3

I'm confused about the advantage of embedded key-value databases over the naive solution of just storing one file on disk per key. For example, databases like RocksDB, Badger, SQLite use fancy data structures like B+ trees and LSMs but seem to get roughly the same performance as this simple solution.

For example, Badger (which is the fastest Go embedded db) takes about 800 microseconds to write an entry. In comparison, creating a new file from scratch and writing some data to it takes 150 mics with no optimization.

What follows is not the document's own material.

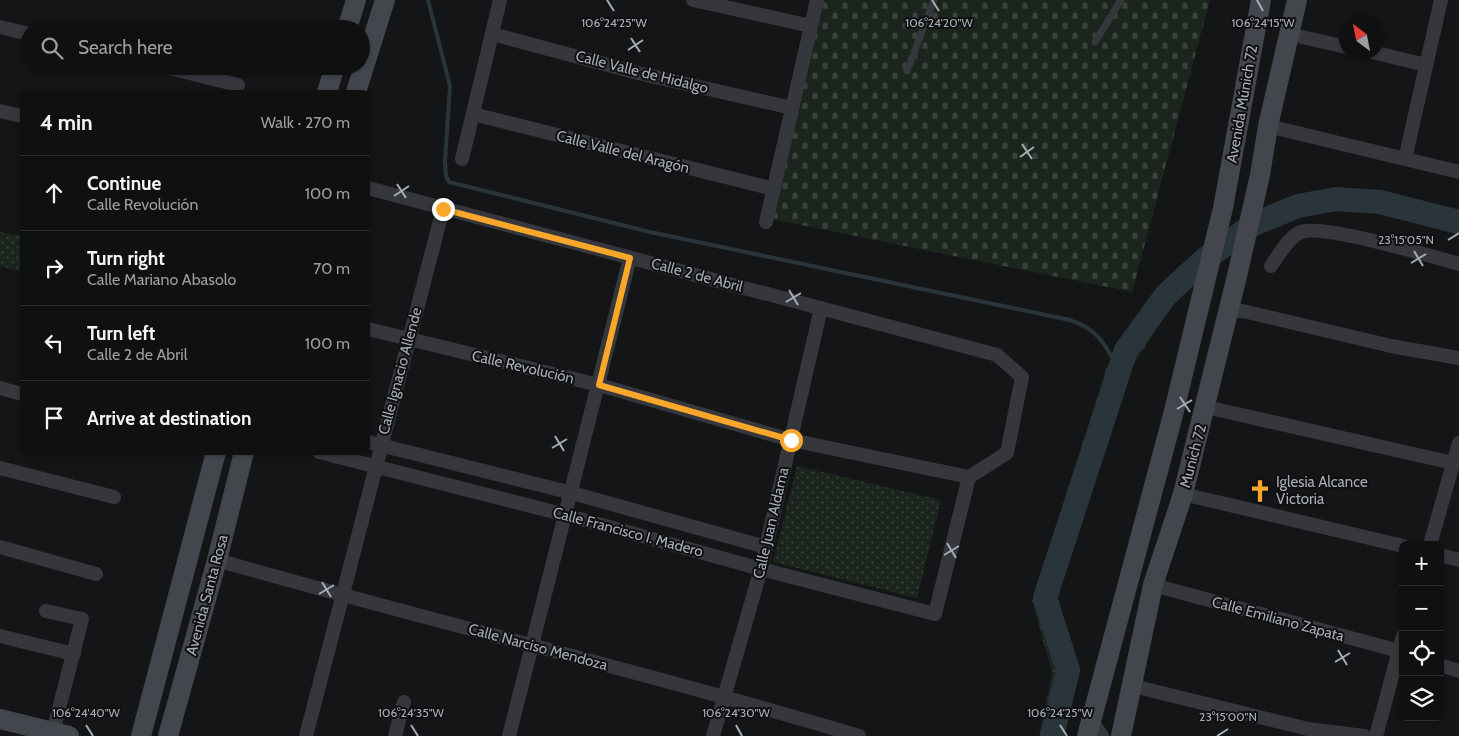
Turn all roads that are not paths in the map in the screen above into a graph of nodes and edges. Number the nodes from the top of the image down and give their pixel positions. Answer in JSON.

EDIT: to clarify, here's the simple implementation of a key-value store I'm comparing with the state of the art embedded dbs. Just hash each key to a string filename, and store the associated value as a byte array at that filename. Reads and writes are ~150 mics each, which is faster than Badger for single operations and comparable for batched operations. Furthermore, the disk space is minimal, since we don't store any extra structure besides the actual values.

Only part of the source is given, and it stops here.